• _Assignment_
Filter the entries below, keeping every line that has the word "Sumac".

Saved entries:

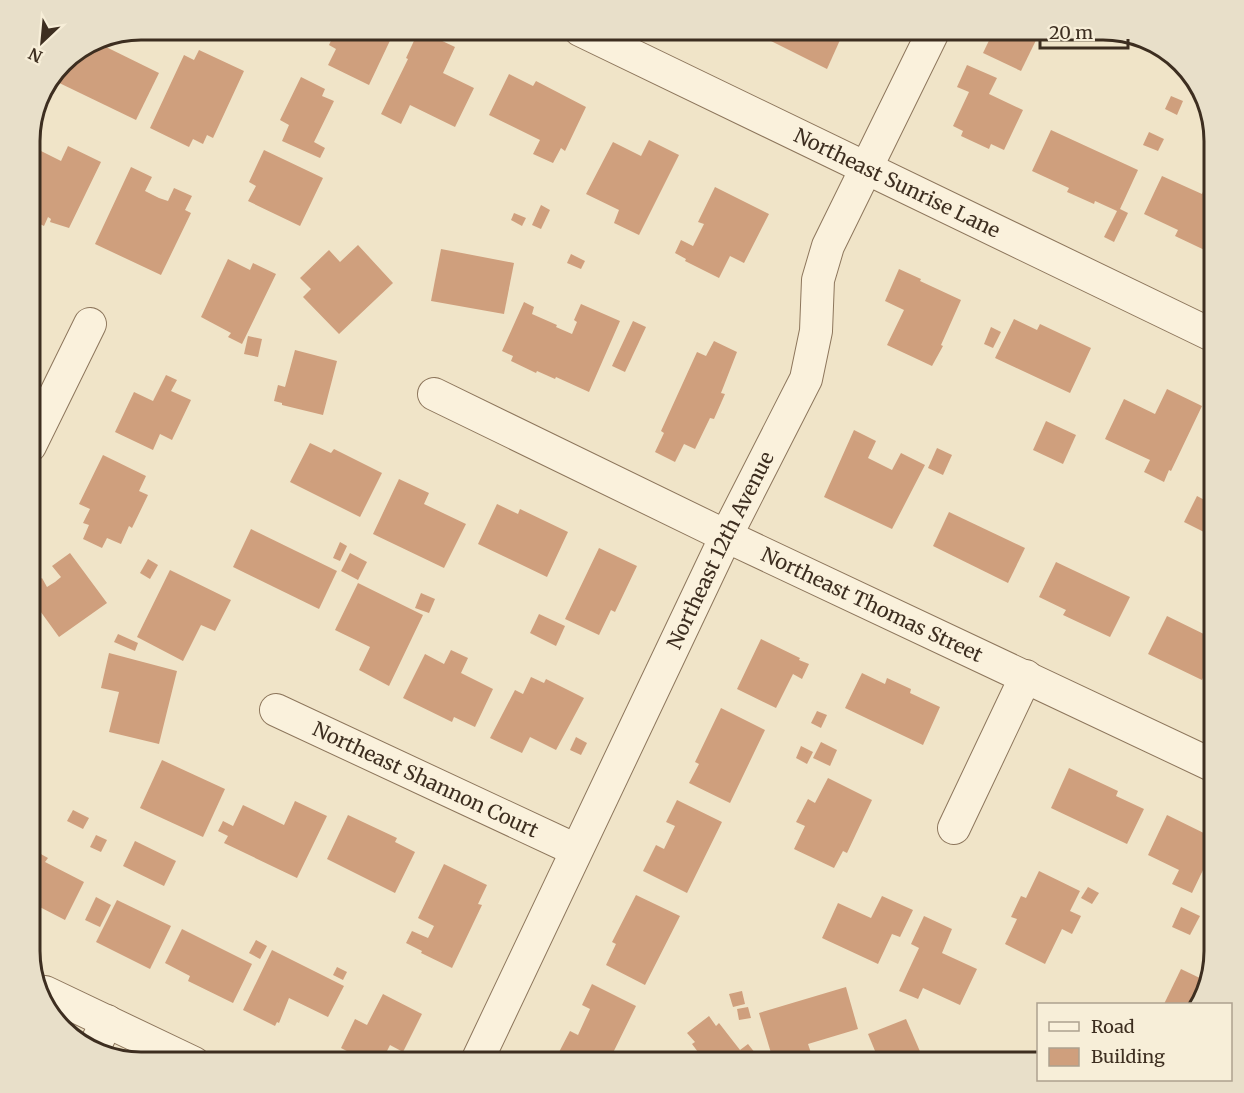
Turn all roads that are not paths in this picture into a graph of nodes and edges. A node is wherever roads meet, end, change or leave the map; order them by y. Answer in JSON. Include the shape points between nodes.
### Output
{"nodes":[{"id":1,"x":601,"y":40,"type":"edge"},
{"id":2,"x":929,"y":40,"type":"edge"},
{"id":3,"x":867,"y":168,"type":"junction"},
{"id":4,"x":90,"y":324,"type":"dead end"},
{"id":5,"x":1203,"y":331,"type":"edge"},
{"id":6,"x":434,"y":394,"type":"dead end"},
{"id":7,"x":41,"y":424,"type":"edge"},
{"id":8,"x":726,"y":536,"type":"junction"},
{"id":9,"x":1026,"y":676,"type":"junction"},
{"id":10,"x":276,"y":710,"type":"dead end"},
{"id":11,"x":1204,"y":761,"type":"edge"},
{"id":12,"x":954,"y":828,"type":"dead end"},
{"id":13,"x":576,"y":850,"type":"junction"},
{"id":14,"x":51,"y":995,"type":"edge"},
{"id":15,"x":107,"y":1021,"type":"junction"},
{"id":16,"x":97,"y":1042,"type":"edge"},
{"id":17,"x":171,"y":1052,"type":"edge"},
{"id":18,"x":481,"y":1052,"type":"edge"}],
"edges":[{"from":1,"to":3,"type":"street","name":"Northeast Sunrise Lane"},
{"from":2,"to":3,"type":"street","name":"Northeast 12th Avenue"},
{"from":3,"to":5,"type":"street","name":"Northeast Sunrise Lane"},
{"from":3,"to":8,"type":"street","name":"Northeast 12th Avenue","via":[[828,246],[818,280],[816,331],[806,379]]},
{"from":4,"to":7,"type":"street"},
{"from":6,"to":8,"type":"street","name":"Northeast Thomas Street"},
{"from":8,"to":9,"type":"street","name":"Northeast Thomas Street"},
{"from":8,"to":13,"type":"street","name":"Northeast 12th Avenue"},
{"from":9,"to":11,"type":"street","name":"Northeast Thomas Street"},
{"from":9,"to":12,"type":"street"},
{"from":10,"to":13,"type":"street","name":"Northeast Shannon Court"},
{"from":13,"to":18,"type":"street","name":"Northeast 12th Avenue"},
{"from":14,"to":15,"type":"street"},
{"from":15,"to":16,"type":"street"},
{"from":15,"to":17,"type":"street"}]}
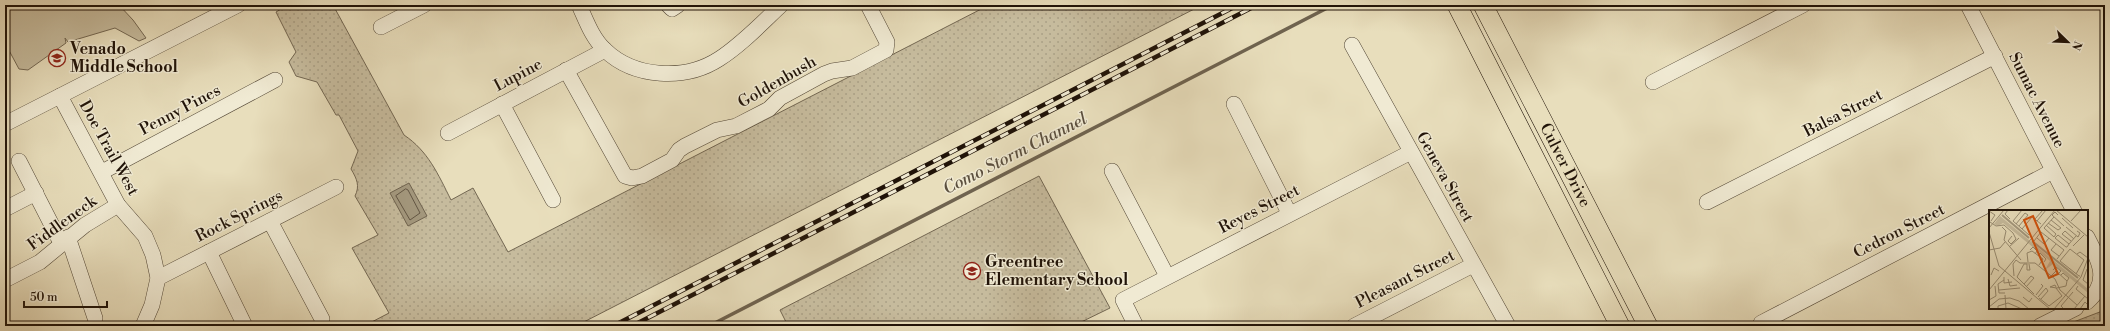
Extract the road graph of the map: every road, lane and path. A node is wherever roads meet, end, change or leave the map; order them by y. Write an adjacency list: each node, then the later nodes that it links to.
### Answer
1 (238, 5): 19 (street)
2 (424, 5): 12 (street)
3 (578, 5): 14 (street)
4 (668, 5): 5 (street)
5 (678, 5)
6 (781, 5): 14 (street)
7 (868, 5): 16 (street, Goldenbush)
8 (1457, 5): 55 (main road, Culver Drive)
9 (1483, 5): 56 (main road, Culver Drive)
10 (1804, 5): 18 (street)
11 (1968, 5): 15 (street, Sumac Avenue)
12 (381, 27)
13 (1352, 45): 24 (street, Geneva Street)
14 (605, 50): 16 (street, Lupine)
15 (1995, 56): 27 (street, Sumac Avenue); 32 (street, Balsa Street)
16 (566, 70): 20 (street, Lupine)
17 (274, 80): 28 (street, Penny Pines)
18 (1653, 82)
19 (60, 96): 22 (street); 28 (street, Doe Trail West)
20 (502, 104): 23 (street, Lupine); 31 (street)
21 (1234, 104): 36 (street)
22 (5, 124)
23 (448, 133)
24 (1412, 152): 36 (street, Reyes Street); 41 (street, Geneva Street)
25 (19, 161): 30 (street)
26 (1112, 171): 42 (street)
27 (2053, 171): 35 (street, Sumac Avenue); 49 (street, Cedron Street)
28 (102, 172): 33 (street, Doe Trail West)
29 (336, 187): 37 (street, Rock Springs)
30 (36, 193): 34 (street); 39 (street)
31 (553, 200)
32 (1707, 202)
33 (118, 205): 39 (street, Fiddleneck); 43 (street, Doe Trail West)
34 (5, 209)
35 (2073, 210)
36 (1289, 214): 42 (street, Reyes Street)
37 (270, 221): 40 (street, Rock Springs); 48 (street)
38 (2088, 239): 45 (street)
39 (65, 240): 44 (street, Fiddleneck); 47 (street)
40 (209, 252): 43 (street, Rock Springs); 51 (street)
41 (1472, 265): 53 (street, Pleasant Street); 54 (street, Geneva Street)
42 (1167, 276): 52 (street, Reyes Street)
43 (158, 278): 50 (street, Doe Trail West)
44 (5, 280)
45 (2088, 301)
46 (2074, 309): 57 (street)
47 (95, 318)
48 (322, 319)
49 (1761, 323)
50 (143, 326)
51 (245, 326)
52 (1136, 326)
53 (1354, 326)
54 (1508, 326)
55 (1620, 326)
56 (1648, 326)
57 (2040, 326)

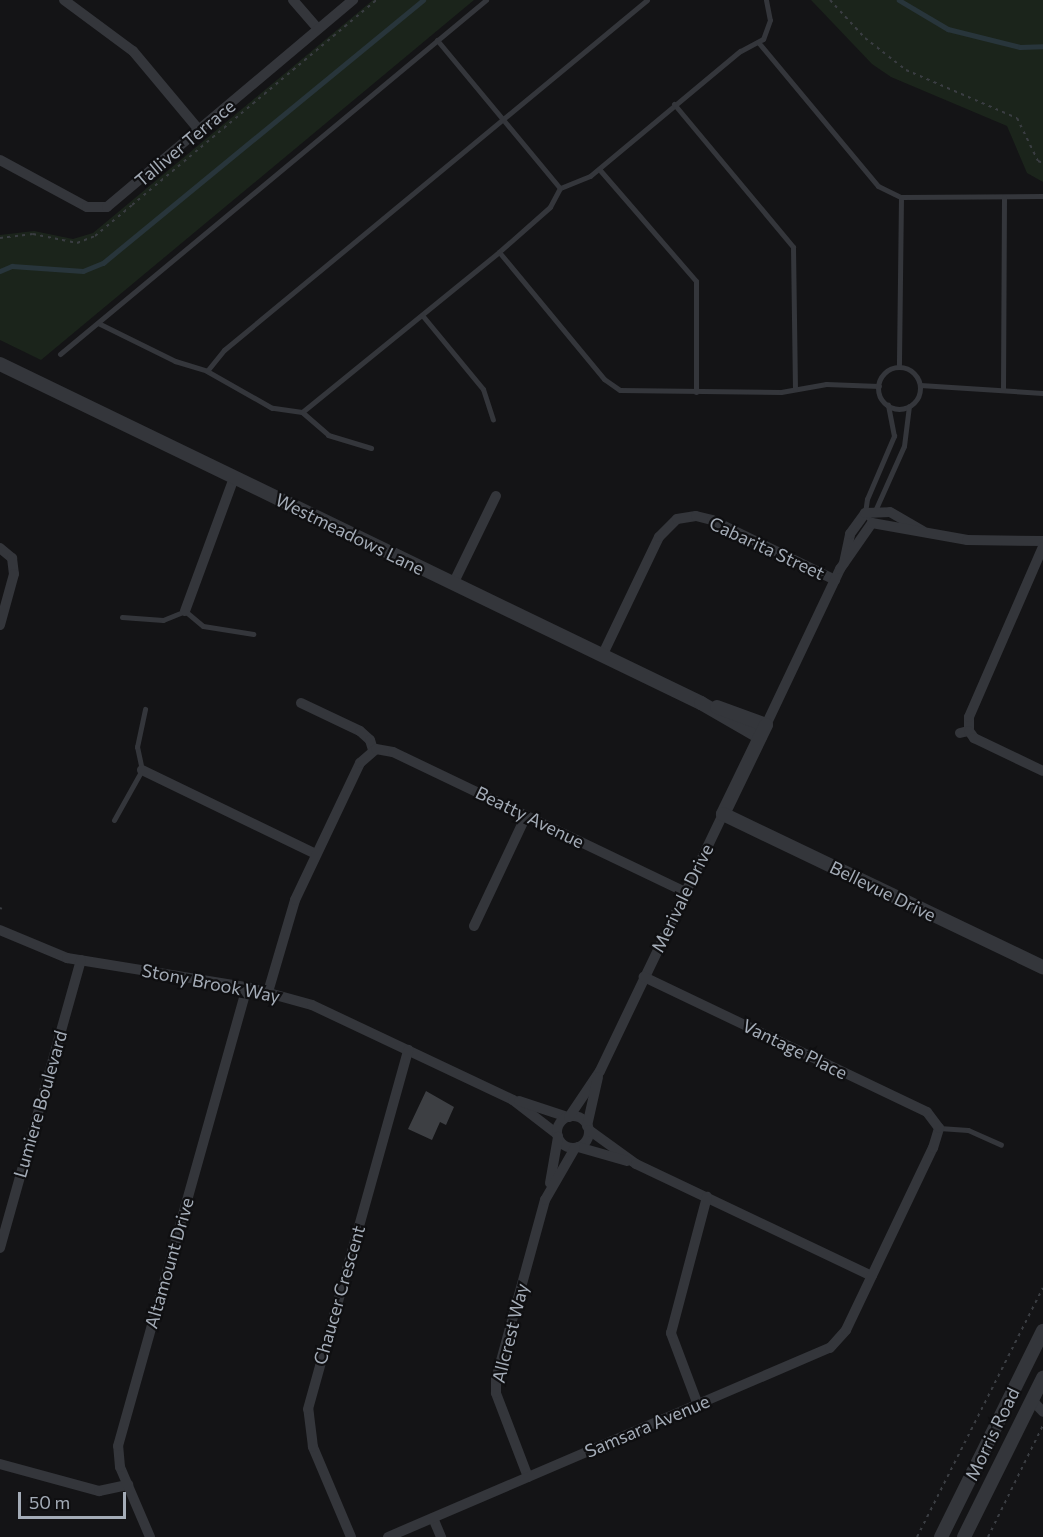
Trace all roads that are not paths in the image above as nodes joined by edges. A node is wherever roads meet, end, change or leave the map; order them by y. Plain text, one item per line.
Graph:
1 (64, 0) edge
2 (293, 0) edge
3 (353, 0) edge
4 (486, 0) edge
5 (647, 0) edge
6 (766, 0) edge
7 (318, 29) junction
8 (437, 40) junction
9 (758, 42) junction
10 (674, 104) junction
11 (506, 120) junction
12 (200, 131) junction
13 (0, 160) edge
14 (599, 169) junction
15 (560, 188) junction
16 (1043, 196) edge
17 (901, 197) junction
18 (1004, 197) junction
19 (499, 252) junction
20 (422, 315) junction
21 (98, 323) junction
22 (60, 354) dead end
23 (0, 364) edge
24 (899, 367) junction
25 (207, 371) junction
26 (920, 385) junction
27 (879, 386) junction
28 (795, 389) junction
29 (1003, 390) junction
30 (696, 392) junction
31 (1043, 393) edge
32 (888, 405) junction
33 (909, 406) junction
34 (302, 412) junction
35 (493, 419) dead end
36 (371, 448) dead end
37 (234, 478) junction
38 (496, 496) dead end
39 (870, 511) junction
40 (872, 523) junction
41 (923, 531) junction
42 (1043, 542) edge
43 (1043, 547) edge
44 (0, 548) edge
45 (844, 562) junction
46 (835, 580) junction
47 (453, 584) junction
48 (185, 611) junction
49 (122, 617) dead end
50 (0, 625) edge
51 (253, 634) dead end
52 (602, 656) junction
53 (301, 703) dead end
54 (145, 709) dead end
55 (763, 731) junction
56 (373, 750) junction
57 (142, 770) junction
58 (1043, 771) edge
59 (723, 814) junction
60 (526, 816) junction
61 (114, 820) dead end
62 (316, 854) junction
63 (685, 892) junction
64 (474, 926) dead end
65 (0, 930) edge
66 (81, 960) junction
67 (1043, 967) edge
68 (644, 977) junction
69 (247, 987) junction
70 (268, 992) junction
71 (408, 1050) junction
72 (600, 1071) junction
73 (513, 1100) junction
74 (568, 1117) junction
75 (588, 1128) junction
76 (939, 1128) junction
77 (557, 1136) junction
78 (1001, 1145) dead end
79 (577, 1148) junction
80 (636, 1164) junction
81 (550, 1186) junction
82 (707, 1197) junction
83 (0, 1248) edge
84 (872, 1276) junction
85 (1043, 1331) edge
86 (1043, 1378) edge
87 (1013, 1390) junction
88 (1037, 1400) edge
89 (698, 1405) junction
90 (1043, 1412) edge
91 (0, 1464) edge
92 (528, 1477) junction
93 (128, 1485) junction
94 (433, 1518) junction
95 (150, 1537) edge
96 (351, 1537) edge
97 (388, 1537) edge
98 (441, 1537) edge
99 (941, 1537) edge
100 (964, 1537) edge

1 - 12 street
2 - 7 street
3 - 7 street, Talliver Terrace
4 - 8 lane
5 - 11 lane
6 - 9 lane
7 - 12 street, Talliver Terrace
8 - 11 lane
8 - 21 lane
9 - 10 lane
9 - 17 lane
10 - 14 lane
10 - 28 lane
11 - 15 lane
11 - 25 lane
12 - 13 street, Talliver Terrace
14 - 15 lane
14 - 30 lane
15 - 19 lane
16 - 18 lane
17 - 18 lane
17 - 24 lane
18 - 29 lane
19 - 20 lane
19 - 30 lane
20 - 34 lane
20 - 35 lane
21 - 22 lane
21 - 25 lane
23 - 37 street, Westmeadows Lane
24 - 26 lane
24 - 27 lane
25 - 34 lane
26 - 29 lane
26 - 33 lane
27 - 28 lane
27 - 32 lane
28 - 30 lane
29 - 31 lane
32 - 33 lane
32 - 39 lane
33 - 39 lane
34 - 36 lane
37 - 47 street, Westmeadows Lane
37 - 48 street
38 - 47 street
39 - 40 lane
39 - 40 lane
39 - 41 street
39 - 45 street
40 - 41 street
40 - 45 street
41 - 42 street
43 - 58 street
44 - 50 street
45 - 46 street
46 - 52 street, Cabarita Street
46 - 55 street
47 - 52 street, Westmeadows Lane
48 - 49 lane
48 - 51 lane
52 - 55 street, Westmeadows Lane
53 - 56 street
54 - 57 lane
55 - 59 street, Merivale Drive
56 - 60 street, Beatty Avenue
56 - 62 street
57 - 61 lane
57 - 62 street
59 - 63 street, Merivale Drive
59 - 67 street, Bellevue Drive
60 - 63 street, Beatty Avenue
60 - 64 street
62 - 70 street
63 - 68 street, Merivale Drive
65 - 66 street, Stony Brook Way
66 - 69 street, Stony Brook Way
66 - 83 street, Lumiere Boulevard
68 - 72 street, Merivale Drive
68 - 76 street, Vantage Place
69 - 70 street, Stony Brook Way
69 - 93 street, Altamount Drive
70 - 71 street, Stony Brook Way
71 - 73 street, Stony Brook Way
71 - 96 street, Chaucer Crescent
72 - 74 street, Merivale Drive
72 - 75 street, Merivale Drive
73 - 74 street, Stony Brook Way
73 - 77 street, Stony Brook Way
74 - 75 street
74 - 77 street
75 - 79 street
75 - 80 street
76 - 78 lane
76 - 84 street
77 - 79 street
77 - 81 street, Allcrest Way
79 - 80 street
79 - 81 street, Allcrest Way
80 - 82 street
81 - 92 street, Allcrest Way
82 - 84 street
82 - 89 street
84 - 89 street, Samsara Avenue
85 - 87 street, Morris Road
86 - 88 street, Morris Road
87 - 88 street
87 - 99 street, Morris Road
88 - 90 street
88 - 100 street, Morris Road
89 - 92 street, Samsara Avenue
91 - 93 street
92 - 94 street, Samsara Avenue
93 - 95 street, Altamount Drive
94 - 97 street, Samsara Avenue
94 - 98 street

• _Your response_
11 (1968, 5): 15 (street, Sumac Avenue)
15 (1995, 56): 27 (street, Sumac Avenue); 32 (street, Balsa Street)
27 (2053, 171): 35 (street, Sumac Avenue); 49 (street, Cedron Street)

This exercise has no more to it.